(DATA begins)
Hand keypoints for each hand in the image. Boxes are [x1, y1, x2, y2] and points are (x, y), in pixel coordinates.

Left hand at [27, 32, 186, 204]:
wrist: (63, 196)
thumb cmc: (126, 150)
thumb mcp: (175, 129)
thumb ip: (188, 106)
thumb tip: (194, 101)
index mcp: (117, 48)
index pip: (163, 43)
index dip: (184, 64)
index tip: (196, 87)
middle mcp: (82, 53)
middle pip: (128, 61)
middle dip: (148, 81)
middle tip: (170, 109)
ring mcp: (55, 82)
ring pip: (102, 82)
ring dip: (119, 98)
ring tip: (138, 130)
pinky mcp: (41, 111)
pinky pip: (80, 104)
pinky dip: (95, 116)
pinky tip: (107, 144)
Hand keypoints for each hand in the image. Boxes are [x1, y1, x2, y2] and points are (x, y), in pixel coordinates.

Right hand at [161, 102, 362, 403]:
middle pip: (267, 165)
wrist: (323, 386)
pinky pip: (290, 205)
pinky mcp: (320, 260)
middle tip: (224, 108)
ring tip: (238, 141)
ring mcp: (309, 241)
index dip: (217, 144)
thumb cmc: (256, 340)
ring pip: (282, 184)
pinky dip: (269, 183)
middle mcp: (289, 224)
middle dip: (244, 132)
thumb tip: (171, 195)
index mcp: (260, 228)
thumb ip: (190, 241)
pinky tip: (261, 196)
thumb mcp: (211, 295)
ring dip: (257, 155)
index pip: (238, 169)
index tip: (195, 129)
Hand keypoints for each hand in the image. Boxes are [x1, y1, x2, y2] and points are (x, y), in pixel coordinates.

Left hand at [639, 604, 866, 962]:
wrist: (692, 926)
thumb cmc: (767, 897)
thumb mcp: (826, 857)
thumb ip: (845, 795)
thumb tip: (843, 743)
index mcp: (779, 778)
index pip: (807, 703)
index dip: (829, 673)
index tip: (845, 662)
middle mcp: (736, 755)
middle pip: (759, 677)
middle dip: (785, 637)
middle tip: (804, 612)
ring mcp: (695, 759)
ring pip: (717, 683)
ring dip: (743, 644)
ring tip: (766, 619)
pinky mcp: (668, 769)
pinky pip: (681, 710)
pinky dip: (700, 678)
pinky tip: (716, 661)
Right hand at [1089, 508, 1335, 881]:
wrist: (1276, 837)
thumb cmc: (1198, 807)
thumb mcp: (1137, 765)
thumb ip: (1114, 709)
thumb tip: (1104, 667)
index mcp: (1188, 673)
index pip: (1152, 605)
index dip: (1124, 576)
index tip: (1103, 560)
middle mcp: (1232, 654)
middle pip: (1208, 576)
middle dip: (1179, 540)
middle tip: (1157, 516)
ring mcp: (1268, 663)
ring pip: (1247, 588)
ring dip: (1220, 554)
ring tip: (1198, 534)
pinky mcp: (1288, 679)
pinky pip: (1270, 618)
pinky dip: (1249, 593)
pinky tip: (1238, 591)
(DATA ends)
- **DESCRIPTION OF THE TASK**:
Which lines run from the one holding "index dip: (1124, 576)" through the one holding "pinky dip: (1249, 593)" in the records above? Repeat them exactly, both included, and nothing more.

- **ANSWER SPACE**:
index dip: (1124, 576)
index tip: (1103, 560)
middle mcp: (1232, 654)
middle pip: (1208, 576)
middle dip: (1179, 540)
middle tip: (1157, 516)
ring mcp: (1268, 663)
ring pip: (1247, 588)
ring dip: (1220, 554)
ring tip: (1198, 534)
pinky mcp: (1288, 679)
pinky pip: (1270, 618)
pinky dip: (1249, 593)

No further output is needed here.